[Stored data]
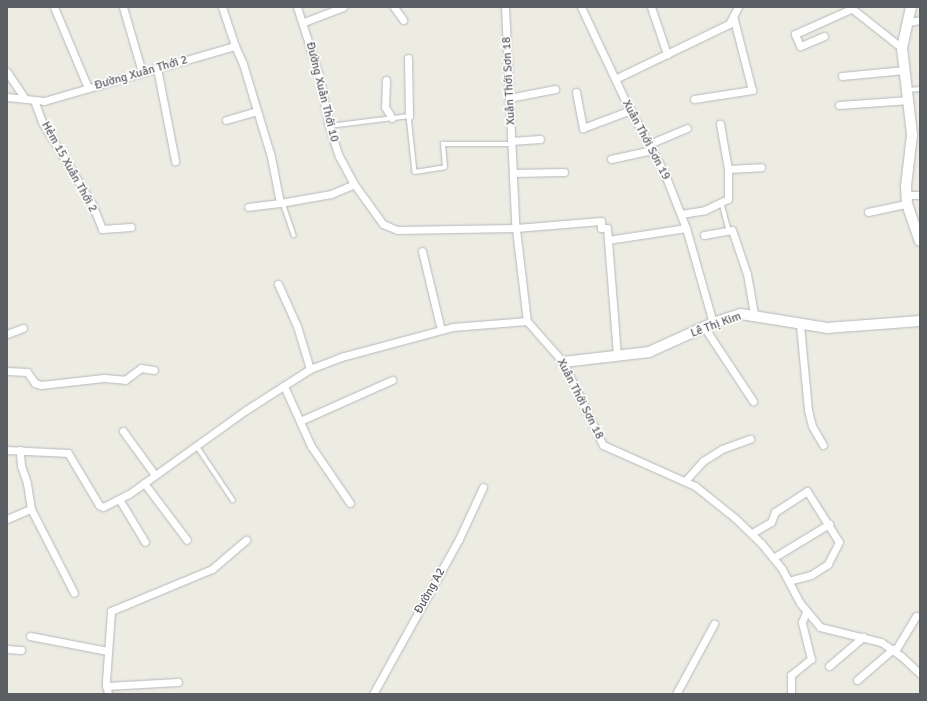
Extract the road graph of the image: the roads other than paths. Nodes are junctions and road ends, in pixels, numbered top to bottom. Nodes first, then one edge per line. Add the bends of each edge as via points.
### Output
1 (54, 7) edge
2 (123, 7) edge
3 (222, 7) edge
4 (297, 7) edge
5 (344, 7) edge
6 (394, 7) edge
7 (505, 7) edge
8 (581, 7) edge
9 (651, 7) edge
10 (738, 7) edge
11 (911, 7) edge
12 (851, 8) edge
13 (733, 16) junction
14 (403, 20) dead end
15 (920, 20) edge
16 (304, 22) junction
17 (909, 22) junction
18 (824, 36) dead end
19 (235, 46) junction
20 (902, 48) junction
21 (668, 54) junction
22 (408, 58) dead end
23 (157, 68) junction
24 (905, 70) junction
25 (7, 72) edge
26 (142, 72) junction
27 (842, 76) dead end
28 (615, 79) junction
29 (386, 80) dead end
30 (88, 88) junction
31 (555, 89) dead end
32 (920, 89) edge
33 (576, 92) dead end
34 (908, 95) junction
35 (7, 97) edge
36 (509, 98) junction
37 (25, 99) junction
38 (694, 99) dead end
39 (34, 100) junction
40 (839, 105) dead end
41 (630, 110) junction
42 (257, 111) junction
43 (409, 116) junction
44 (392, 118) junction
45 (226, 120) dead end
46 (720, 124) dead end
47 (328, 126) junction
48 (686, 128) dead end
49 (540, 139) dead end
50 (511, 143) junction
51 (651, 147) junction
52 (612, 159) dead end
53 (175, 161) dead end
54 (761, 167) dead end
55 (728, 169) junction
56 (564, 172) dead end
57 (513, 173) junction
58 (354, 184) junction
59 (920, 195) edge
60 (907, 200) junction
61 (282, 203) junction
62 (722, 204) junction
63 (248, 207) dead end
64 (868, 212) dead end
65 (680, 214) junction
66 (131, 227) dead end
67 (516, 228) junction
68 (686, 228) junction
69 (729, 230) junction
70 (918, 230) edge
71 (704, 235) dead end
72 (294, 236) dead end
73 (608, 240) junction
74 (920, 241) edge
75 (422, 251) dead end
76 (278, 284) dead end
77 (754, 314) junction
78 (527, 321) junction
79 (920, 321) edge
80 (709, 325) junction
81 (800, 326) junction
82 (23, 328) dead end
83 (441, 330) junction
84 (7, 334) edge
85 (617, 356) junction
86 (563, 362) junction
87 (310, 369) junction
88 (154, 370) dead end
89 (7, 371) edge
90 (392, 380) dead end
91 (284, 386) junction
92 (754, 401) dead end
93 (300, 421) junction
94 (123, 431) dead end
95 (750, 439) dead end
96 (823, 445) dead end
97 (197, 446) junction
98 (7, 450) edge
99 (20, 450) junction
100 (155, 475) junction
101 (685, 481) junction
102 (144, 483) junction
103 (483, 487) dead end
104 (119, 499) junction
105 (233, 500) dead end
106 (350, 502) dead end
107 (31, 509) junction
108 (7, 519) edge
109 (829, 524) junction
110 (752, 533) junction
111 (187, 540) dead end
112 (246, 540) dead end
113 (145, 542) dead end
114 (773, 558) junction
115 (789, 581) junction
116 (74, 593) dead end
117 (806, 612) junction
118 (916, 616) dead end
119 (714, 624) dead end
120 (30, 636) dead end
121 (863, 637) junction
122 (7, 650) edge
123 (21, 650) dead end
124 (894, 650) junction
125 (108, 651) junction
126 (829, 666) dead end
127 (920, 674) edge
128 (857, 680) dead end
129 (178, 682) dead end
130 (106, 686) junction
131 (108, 694) edge
132 (372, 694) edge
133 (676, 694) edge
134 (791, 694) edge

1 - 30 street
2 - 26 street
3 - 19 street
4 - 16 street, Đường Xuân Thới 10
5 - 16 street
6 - 14 street
7 - 36 street, Xuân Thới Sơn 18
8 - 28 street, Xuân Thới Sơn 19
9 - 21 street
10 - 13 street
11 - 17 street
12 - 18 street via 796,34 800,46
12 - 20 street
13 - 21 street via 729,24
13 - 38 street via 752,90
15 - 17 street
16 - 47 street, Đường Xuân Thới 10 via 319,75
17 - 20 street
19 - 23 street, Đường Xuân Thới 2
19 - 42 street via 244,64
20 - 24 street
21 - 28 street
22 - 43 street
23 - 26 street, Đường Xuân Thới 2
23 - 53 street
24 - 27 street
24 - 34 street
25 - 37 street
26 - 30 street, Đường Xuân Thới 2
28 - 41 street, Xuân Thới Sơn 19
29 - 44 street via 385,107
30 - 39 street, Đường Xuân Thới 2 via 44,101
31 - 36 street
32 - 34 lane
33 - 41 street via 583,128
34 - 40 street
34 - 60 street via 912,135
35 - 37 street, Đường Xuân Thới 2
36 - 50 street, Xuân Thới Sơn 18
37 - 39 street, Đường Xuân Thới 2
39 - 66 street, Hẻm 15 Xuân Thới 2 via 42,122 92,204 102,229
41 - 51 street, Xuân Thới Sơn 19
42 - 45 street
42 - 61 street
43 - 44 lane
43 - 50 lane via 414,172 445,167 443,144
44 - 47 lane
46 - 55 street
47 - 58 street, Đường Xuân Thới 10 via 339,156
48 - 51 street
49 - 50 street
50 - 57 street, Xuân Thới Sơn 18
51 - 52 street
51 - 65 street, Xuân Thới Sơn 19
54 - 55 street
55 - 62 street via 730,195
56 - 57 street
57 - 67 street, Xuân Thới Sơn 18
58 - 61 street via 331,194
58 - 67 street, Đường Xuân Thới 10 via 380,221 391,228
59 - 60 street
60 - 64 street
60 - 70 street
61 - 63 street
61 - 72 lane
62 - 65 street
62 - 69 lane
65 - 68 street, Xuân Thới Sơn 19
67 - 73 street, Đường Xuân Thới 10 via 601,221 601,228 607,228
67 - 78 street, Xuân Thới Sơn 18
68 - 73 street
68 - 80 street, Xuân Thới Sơn 19
69 - 71 street
69 - 77 street via 732,230 747,274
70 - 74 street
73 - 85 street
75 - 83 street
76 - 87 street via 297,326
77 - 80 street, Lê Thị Kim via 741,314
77 - 81 street, Lê Thị Kim
78 - 83 street
78 - 86 street, Xuân Thới Sơn 18
79 - 81 street, Lê Thị Kim via 827,328
80 - 85 street, Lê Thị Kim via 649,352
80 - 92 street, Xuân Thới Sơn 19
81 - 96 street via 808,410 812,426
82 - 84 street
83 - 87 street via 341,357
85 - 86 street, Lê Thị Kim
86 - 101 street, Xuân Thới Sơn 18 via 603,445
87 - 91 street
88 - 89 street via 142,368 125,380 104,378 41,385 27,372
90 - 93 street
91 - 93 street
91 - 97 street
93 - 106 street via 311,446
94 - 100 street
95 - 101 street via 722,449 703,462
97 - 100 street
97 - 105 lane
98 - 99 street
99 - 104 street via 68,453 99,505 103,507
99 - 107 street
100 - 102 street
101 - 110 street, Xuân Thới Sơn 18 via 712,498
102 - 104 street
102 - 111 street
103 - 132 street, Đường A2 via 459,539
104 - 113 street
107 - 108 street
107 - 116 street
109 - 110 street via 807,491 774,512 771,522
109 - 114 street
109 - 115 street via 839,542 828,564 811,575
110 - 114 street, Xuân Thới Sơn 18
112 - 125 street via 212,569 111,611
114 - 115 street, Xuân Thới Sơn 18
115 - 117 street, Xuân Thới Sơn 18
117 - 121 street, Xuân Thới Sơn 18 via 820,627
117 - 134 street via 802,622 811,659 791,675
118 - 124 street
119 - 133 street
120 - 125 street
121 - 124 street, Xuân Thới Sơn 18 via 882,642
121 - 126 street
122 - 123 street
124 - 127 street, Xuân Thới Sơn 18
124 - 128 street
125 - 130 street
129 - 130 street
130 - 131 street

▶ Problem
Tally each line above that includes "lane". Reply with the total only.

▶ Answer box
7